[Excerpted records — start]

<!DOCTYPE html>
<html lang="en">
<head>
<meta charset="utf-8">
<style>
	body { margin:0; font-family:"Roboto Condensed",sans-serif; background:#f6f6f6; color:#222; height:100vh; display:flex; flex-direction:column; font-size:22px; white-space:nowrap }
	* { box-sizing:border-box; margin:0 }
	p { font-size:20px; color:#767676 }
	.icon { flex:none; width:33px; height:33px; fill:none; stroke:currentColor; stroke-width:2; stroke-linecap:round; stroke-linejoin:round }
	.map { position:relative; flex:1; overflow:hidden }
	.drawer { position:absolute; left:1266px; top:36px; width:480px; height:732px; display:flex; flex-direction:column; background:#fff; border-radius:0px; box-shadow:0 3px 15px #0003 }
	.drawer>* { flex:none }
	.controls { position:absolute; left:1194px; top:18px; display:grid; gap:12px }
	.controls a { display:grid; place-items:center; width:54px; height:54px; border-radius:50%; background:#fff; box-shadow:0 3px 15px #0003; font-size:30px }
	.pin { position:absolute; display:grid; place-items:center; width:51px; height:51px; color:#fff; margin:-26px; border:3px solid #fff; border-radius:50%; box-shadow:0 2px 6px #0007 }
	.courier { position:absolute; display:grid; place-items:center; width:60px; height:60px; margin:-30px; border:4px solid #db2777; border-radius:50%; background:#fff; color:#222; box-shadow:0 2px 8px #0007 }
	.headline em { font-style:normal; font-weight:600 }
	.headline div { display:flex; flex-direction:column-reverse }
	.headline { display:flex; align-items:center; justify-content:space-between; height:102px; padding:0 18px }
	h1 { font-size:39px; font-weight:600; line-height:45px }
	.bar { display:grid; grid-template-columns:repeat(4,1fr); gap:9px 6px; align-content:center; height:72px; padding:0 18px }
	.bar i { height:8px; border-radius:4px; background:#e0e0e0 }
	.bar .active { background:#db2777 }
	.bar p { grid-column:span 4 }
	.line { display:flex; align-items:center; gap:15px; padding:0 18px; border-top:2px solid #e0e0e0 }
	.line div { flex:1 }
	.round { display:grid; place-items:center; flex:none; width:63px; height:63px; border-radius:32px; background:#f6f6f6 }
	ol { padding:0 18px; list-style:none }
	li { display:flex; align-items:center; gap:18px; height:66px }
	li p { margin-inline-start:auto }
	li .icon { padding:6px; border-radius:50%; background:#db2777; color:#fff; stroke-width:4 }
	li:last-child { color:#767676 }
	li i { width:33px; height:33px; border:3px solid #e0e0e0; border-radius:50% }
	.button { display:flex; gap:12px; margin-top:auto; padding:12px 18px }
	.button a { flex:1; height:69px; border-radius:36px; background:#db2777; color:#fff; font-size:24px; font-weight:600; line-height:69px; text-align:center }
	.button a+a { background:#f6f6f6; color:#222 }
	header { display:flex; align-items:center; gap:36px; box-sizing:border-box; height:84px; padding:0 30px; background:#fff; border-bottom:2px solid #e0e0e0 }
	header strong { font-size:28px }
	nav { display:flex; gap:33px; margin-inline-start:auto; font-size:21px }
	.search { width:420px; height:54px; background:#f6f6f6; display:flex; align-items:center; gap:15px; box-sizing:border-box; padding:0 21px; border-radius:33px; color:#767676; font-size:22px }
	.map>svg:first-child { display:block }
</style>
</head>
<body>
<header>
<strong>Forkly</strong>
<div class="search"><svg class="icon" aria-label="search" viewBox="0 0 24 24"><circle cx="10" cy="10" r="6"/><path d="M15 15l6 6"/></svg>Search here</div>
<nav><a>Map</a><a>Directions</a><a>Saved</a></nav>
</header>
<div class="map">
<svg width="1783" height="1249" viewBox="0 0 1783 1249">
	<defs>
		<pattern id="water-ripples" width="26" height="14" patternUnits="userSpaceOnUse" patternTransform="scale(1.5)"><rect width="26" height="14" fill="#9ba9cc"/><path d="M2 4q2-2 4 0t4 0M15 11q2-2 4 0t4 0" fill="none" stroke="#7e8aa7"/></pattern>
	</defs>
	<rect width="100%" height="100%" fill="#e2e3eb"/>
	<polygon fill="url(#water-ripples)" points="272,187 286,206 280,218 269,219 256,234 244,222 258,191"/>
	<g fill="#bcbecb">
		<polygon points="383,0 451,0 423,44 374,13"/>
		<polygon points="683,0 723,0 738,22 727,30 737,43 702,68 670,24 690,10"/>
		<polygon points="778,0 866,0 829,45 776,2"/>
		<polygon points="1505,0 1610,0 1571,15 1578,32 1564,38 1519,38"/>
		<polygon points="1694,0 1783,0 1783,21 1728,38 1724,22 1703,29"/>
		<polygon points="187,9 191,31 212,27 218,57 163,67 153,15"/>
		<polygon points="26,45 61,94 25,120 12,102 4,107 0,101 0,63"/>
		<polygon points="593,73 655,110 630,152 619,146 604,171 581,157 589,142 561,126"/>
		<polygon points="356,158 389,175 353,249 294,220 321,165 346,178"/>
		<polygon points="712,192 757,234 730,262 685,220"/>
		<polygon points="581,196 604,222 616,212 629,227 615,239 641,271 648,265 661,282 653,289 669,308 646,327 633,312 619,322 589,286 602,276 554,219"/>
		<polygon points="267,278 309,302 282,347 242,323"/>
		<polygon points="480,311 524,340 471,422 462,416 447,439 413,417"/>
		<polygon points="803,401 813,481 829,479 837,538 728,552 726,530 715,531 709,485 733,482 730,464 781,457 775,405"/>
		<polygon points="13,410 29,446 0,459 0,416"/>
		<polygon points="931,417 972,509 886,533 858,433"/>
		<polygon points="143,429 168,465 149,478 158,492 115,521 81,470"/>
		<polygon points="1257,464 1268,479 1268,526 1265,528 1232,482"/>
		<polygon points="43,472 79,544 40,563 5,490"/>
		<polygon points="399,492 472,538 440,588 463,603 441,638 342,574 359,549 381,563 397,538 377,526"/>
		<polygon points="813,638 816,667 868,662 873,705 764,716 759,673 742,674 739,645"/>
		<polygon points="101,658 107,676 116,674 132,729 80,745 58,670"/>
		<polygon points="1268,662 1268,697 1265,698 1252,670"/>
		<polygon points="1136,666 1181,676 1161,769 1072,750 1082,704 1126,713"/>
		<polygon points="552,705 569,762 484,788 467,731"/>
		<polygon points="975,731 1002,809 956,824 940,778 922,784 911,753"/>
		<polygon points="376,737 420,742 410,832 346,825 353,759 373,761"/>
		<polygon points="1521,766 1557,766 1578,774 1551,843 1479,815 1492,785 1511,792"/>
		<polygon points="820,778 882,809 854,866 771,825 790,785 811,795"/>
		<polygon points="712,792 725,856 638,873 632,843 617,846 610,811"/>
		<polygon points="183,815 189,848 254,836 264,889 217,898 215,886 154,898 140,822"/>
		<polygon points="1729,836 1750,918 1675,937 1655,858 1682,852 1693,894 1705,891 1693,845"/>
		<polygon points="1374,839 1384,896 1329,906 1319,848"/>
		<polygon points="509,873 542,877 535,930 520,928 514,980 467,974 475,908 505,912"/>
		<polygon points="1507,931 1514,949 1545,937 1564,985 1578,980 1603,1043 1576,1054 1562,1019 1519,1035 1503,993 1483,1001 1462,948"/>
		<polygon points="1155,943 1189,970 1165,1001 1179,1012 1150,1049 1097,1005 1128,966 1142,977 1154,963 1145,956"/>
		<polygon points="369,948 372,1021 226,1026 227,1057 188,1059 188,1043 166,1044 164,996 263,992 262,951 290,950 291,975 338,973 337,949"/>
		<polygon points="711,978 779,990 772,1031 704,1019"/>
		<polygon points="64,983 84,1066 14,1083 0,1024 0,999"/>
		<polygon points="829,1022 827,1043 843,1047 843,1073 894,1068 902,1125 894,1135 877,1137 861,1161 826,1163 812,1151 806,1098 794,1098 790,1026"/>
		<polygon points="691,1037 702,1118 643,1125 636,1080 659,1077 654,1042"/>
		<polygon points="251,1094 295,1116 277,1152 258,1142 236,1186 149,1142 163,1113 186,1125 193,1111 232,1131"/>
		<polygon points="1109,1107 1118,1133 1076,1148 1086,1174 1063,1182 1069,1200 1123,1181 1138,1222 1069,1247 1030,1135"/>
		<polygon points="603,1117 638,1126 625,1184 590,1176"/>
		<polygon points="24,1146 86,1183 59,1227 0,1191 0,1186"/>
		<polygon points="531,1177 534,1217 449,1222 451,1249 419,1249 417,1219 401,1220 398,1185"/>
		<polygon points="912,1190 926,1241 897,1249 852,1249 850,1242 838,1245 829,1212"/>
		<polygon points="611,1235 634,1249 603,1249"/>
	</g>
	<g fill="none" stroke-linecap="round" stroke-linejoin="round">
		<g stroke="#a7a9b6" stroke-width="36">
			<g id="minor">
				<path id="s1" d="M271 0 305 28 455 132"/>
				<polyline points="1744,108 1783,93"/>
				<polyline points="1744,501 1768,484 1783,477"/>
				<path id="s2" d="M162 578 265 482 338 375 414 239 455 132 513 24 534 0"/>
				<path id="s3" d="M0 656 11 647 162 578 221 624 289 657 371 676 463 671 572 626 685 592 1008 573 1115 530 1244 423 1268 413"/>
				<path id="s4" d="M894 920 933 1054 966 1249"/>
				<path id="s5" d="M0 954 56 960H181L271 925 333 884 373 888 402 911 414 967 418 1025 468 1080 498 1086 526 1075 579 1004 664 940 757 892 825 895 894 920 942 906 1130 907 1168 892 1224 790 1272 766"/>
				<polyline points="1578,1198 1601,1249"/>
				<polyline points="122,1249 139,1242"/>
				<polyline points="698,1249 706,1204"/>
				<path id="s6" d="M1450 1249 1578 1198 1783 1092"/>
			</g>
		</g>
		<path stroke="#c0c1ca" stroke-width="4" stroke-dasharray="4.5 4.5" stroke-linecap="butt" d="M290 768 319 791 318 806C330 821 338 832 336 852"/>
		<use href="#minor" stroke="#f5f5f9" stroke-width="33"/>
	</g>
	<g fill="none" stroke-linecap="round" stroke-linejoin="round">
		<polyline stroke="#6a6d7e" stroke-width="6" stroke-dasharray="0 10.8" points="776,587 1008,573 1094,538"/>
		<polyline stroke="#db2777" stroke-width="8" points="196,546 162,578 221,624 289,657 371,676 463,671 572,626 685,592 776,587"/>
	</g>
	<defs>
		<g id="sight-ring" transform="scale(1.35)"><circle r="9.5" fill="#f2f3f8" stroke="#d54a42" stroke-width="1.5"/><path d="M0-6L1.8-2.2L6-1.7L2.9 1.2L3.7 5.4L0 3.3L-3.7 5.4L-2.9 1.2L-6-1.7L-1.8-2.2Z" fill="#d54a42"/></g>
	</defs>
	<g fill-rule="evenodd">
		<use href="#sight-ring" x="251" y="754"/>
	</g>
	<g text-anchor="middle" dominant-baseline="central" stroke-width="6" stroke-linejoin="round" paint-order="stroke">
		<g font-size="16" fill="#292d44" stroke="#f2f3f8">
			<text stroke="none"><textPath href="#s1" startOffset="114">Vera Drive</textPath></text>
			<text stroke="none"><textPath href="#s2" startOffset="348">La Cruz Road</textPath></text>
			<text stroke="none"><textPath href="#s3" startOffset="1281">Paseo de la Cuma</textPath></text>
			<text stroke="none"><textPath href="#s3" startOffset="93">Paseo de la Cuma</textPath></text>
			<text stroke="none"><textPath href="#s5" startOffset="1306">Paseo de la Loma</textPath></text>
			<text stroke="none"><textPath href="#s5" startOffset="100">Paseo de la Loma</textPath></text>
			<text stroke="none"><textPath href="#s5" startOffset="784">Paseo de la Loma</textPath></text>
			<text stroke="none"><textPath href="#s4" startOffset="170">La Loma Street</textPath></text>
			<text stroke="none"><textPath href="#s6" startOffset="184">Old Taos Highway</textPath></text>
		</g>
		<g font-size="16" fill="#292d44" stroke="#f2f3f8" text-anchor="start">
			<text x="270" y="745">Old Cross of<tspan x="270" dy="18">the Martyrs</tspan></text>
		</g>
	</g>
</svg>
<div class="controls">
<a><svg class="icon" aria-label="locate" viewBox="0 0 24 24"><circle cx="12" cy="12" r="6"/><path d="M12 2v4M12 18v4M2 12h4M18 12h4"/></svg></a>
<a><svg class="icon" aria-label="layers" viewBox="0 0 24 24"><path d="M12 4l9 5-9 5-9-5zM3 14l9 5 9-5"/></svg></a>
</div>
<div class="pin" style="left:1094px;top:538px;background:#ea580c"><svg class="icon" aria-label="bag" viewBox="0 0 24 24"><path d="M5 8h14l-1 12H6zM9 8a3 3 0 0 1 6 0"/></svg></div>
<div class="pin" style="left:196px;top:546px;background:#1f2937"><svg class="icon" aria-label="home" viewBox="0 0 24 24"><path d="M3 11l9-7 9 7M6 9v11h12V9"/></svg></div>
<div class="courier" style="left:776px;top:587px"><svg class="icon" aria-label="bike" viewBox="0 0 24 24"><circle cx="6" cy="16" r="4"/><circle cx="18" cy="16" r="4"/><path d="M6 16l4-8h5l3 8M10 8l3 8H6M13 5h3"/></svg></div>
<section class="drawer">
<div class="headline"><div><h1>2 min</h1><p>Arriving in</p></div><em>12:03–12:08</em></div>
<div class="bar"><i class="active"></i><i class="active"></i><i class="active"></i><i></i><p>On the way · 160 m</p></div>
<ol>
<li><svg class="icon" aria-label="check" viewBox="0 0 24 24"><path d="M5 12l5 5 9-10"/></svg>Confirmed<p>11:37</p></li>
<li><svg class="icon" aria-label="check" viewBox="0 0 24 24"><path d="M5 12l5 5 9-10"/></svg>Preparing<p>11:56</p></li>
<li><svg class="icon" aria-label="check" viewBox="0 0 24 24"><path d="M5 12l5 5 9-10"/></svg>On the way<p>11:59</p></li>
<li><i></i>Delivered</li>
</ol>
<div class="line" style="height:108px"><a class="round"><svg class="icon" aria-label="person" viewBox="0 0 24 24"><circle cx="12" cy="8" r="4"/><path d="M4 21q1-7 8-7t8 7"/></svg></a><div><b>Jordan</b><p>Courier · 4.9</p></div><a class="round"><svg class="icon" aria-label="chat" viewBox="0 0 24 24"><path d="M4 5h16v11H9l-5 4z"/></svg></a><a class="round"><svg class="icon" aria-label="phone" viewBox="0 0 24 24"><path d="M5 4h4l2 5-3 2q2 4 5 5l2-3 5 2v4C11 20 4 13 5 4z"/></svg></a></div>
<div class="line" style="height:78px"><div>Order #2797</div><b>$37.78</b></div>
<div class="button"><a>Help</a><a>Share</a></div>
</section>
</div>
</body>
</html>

[Excerpted records — finish]

▸ **Problem to work on**: Return every line holding the word "check" from the records.

▸ **The completed task**:
<li><svg class="icon" aria-label="check" viewBox="0 0 24 24"><path d="M5 12l5 5 9-10"/></svg>Confirmed<p>11:37</p></li>
<li><svg class="icon" aria-label="check" viewBox="0 0 24 24"><path d="M5 12l5 5 9-10"/></svg>Preparing<p>11:56</p></li>
<li><svg class="icon" aria-label="check" viewBox="0 0 24 24"><path d="M5 12l5 5 9-10"/></svg>On the way<p>11:59</p></li>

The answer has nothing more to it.